SMOLDER, Brett Battles

SMOLDER,
Brett Battles

Synopsis
In this latest adrenaline-fueled adventure in the #1 New York Times bestselling series, Stone Barrington faces his most vindictive threat yet.Finally enjoying some downtime in Santa Fe, Stone Barrington agrees to attend an art exhibit with a dear friend. There, he encounters an intriguing woman who is on the trail of a ring of art thieves. Always one to please, Stone offers his help.From Santa Fe to Los Angeles, it quickly becomes clear that her investigation has links to Stone—particularly to rare Matilda Stone art, his mother’s paintings. And when old grudges come to light, Stone is forced to reckon with a familiar enemy. Stone must act fast before whoever is out to get him finally closes in on him . . . for good.

Richard says
Stuart Woods died in 2022. He was the creator of the Stone Barrington series, murder-thriller stories written from the perspective of a well off traveller. His character dined at world renown restaurants, drank high class wine and whiskey and travelled in luxury, usually in a jet for Woods was a pilot with his own plane.

Woods’ first book, Chiefs, was unreservedly his best. Read my review in my books review section. His Stone Barrington books were consistently enjoyable reads. I liked reading them on my iPad as I could switch to maps or the Internet and browse the restaurants he was writing about and read their menus. They were actual places with real owners who, like all things, eventually passed away and died off.
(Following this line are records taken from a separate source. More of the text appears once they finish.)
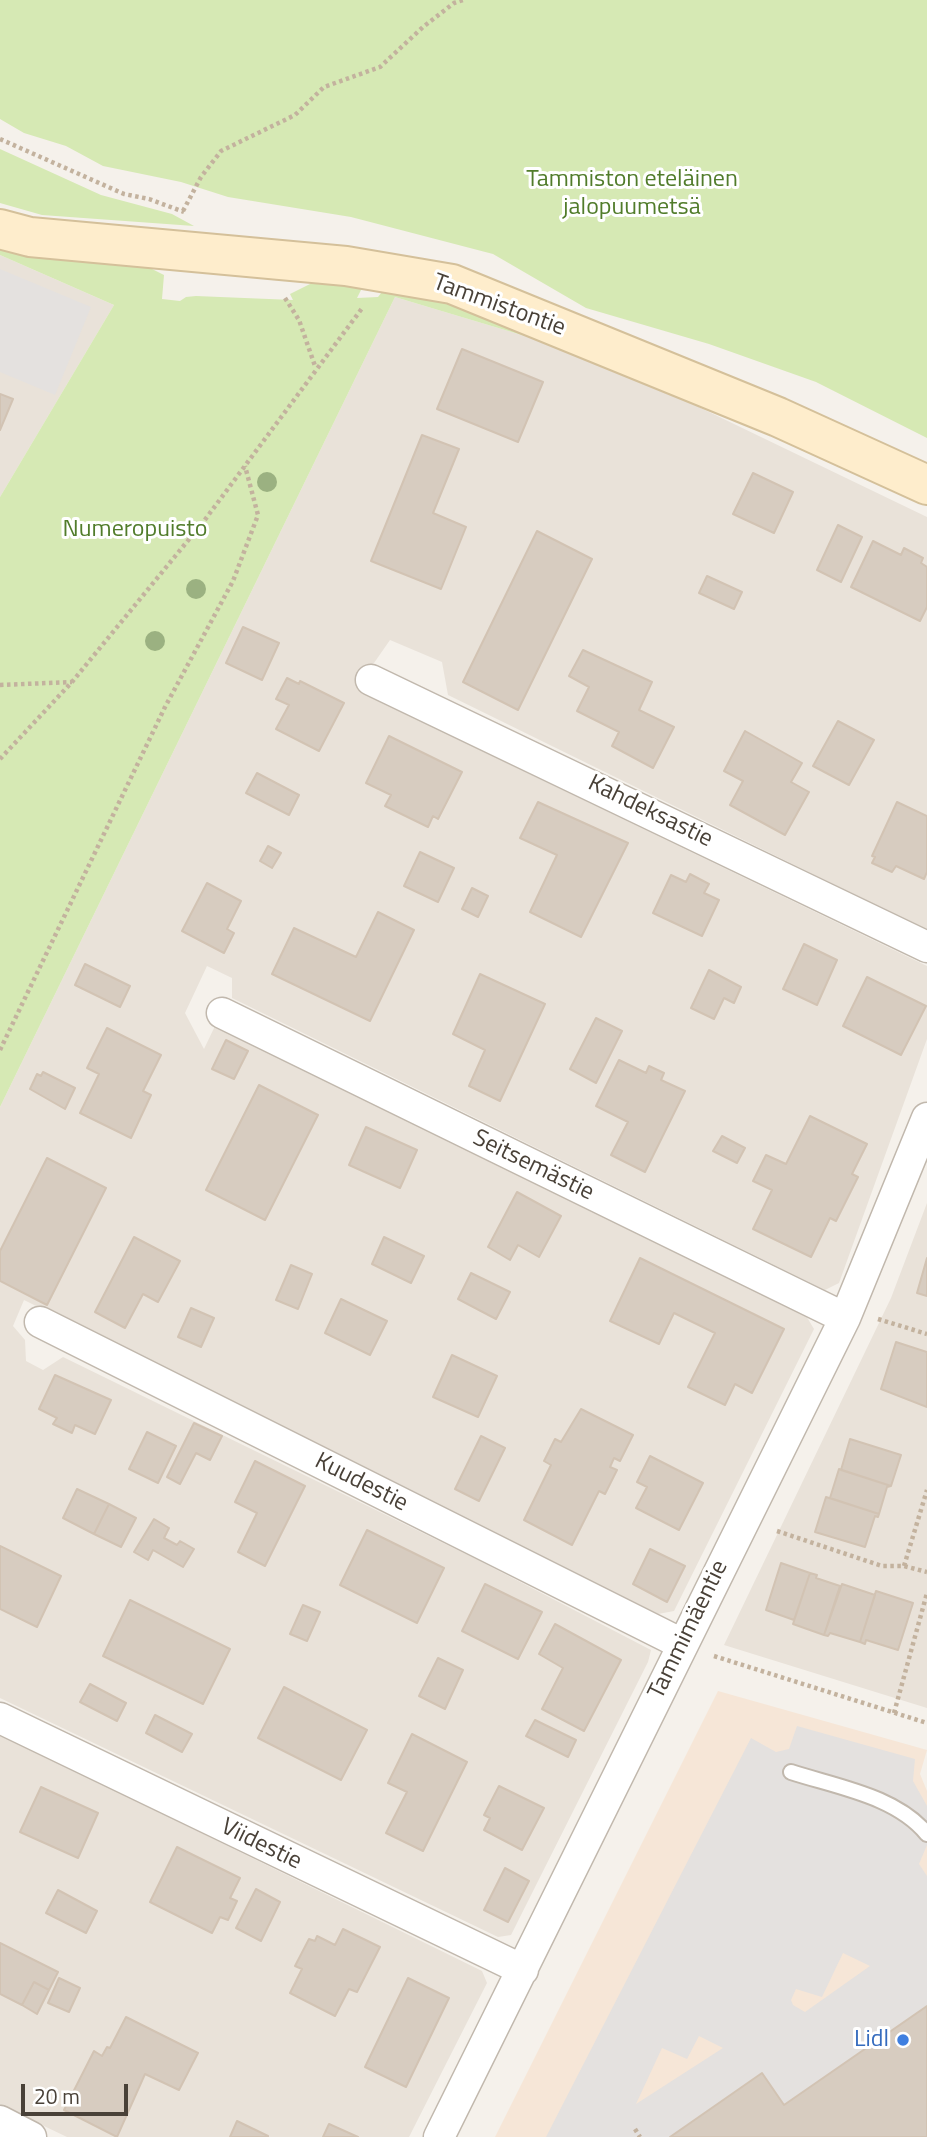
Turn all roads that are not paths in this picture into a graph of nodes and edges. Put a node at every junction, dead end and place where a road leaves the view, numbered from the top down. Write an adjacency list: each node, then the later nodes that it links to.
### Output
1 (0, 229): 2 (street, Tammistontie)
2 (927, 485)
3 (372, 680): 4 (street, Kahdeksastie)
4 (927, 947)
5 (222, 1013): 7 (street, Seitsemästie)
6 (927, 1118): 7 (street, Tammimäentie)
7 (847, 1314): 9 (street, Tammimäentie)
8 (40, 1322): 9 (street, Kuudestie)
9 (682, 1644): 13 (street, Tammimäentie)
10 (0, 1718): 13 (street, Viidestie)
11 (791, 1772): 12 (lane)
12 (927, 1834)
13 (523, 1970): 16 (street, Tammimäentie)
14 (0, 2122): 15 (street)
15 (32, 2137)
16 (439, 2137)

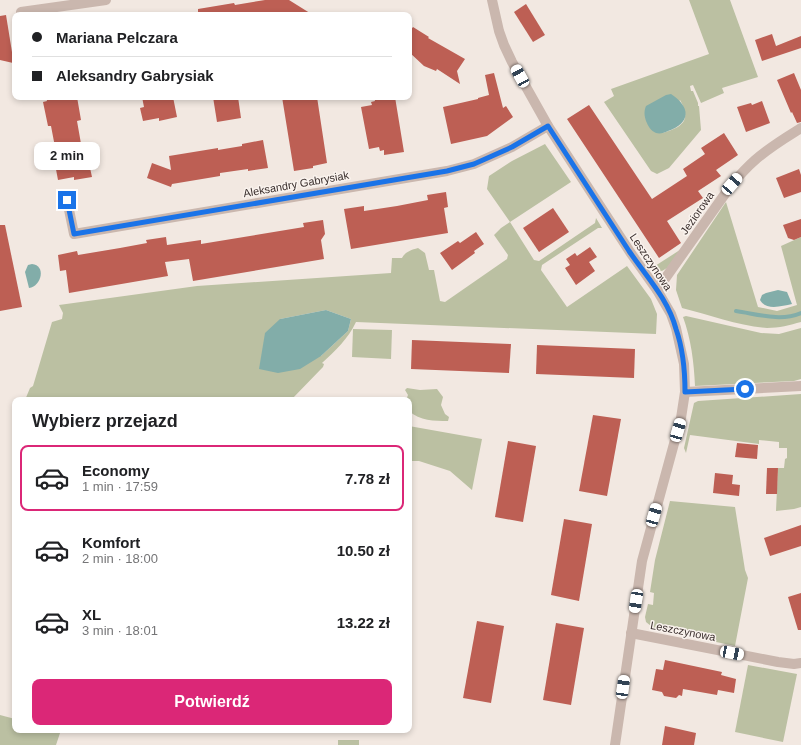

But the books remained.

Smolder by Battles is an attempt to continue the Barrington books. I feel it misses the mark for some reason. I cannot say exactly why but Woods’ books felt as if they had more atmosphere, more authenticity. Battles writes well but somehow his narration just seems to lack the feeling or atmosphere that Woods generated. I felt this way about Smolder before I even realized it was written by another writer and before I knew about Woods’ passing. The story just didn’t feel right. It did have the aura that Woods’ writing had. It didn’t have the atmosphere. You read the story and everything clicked or developed as it should but feeling just did right.

The book was a “miss ” for me. Acceptably written, decent plot, good development but not the right feeling. Too bad. I miss Woods…rest in peace big guy. Kind of reminds me of another great writer, though not professionally and only known by those who visited my website or read small town newspapers from northern Ontario. Rotzy, may he rest in peace too.